Flare early-warning signs

Any of the following — treat as a stop-and-reassess signal:

  • Morning stiffness duration >30 min for more than a week.
  • New or worsening enthesitis (Achilles, plantar fascia, lateral epicondyle).
  • Dactylitis (sausage digit).
  • New or worsening psoriatic skin lesions.
  • hs-CRP trending upward across two consecutive draws.
  • Unexplained fatigue qualitatively different from a normal bad week.

If a Flare Happens — Decision Tree

Deliberately simple. Flares are not the moment for complex decision-making.

  1. STOP the entire peptide stack (everything except semaglutide).
  2. Call your rheumatologist — do not wait for a routine appointment.
  3. Draw hs-CRP / ESR / CBC / CMP if not done in the last 2 weeks.
  4. Follow rheumatologist guidance on resuming DMARD or biologic if indicated.
  5. Do NOT restart the peptide stack until the flare resolves AND rheumatology signs off.
  6. When restarting, reintroduce one peptide at a time, 4+ weeks apart, with labs between — so you can attribute any recurrence.

Semaglutide is not on this stop list: it is the baseline anti-inflammatory anchor, and the decision to continue, pause, or change it belongs to the prescribing physician — not this guide.

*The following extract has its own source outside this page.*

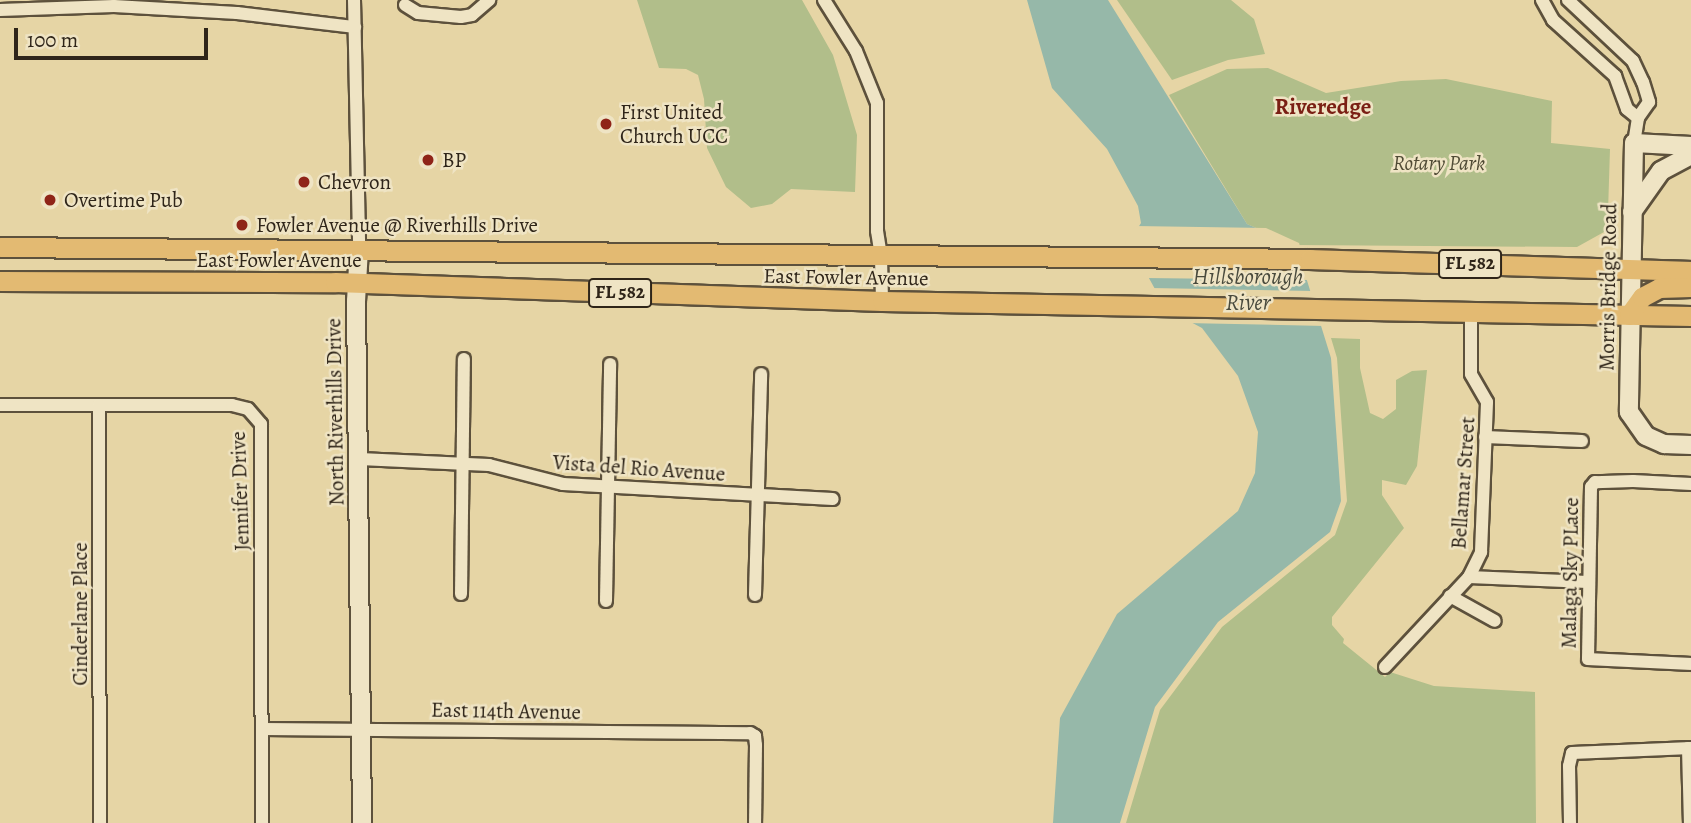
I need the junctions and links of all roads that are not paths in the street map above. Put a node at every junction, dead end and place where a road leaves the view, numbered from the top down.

  • Community corpus: 64,567 posts, 2,737 author profiles, 4,805 structured substance-rows across 1,802 authors.
  • Literature corpus: 5,011 articles, GLP-1-weighted — peptide evidence in this corpus is a floor, not a ceiling. External PubMed has more on BPC-157, TB-500, thymosin α-1, LL-37, KPV than appears here.
  • PsA/autoimmune-tagged subcorpus: 101 posts across 74 threads — small-but-real, large enough to see patterns, too small to infer prevalence.
  • Semaglutide-user subcorpus: 353 authors with any sema/Ozempic/Wegovy mention in structured dosing rows; 62 of those authors report adding an anti-inflammatory / joint / sleep peptide.
  • All community N counts are self-reported. No outcomes are verified; selection bias skews toward users who return to post updates. Users who quit peptides after bad experiences or who had silent null results are systematically under-represented.
  • "Clinical Strength: C" or lower means no human RCT exists for the exact use case. Community grade A paired with Clinical grade C is specifically the combination was designed to make visible — and the combination to be most careful with.
  • Research Compound status: BPC-157, TB-500, GHK-Cu (injectable), MOTS-c, KPV, ipamorelin, CJC-1295, DSIP, and Epitalon are not FDA-approved for the indications discussed. Quality assurance on research-grade supply — third-party CoA, heavy-metals testing, identity-vs-purity testing — is the practical limiter of safety, not the mechanism itself.
  • Data pull date: 2026-04-17.

This content is research synthesis, not medical advice, diagnosis, or treatment guidance. A psoriatic arthritis maintenance strategy — especially one that follows discontinuation of a DMARD or biologic — belongs to a rheumatologist, not to any document produced from community signal and peer-reviewed literature alone.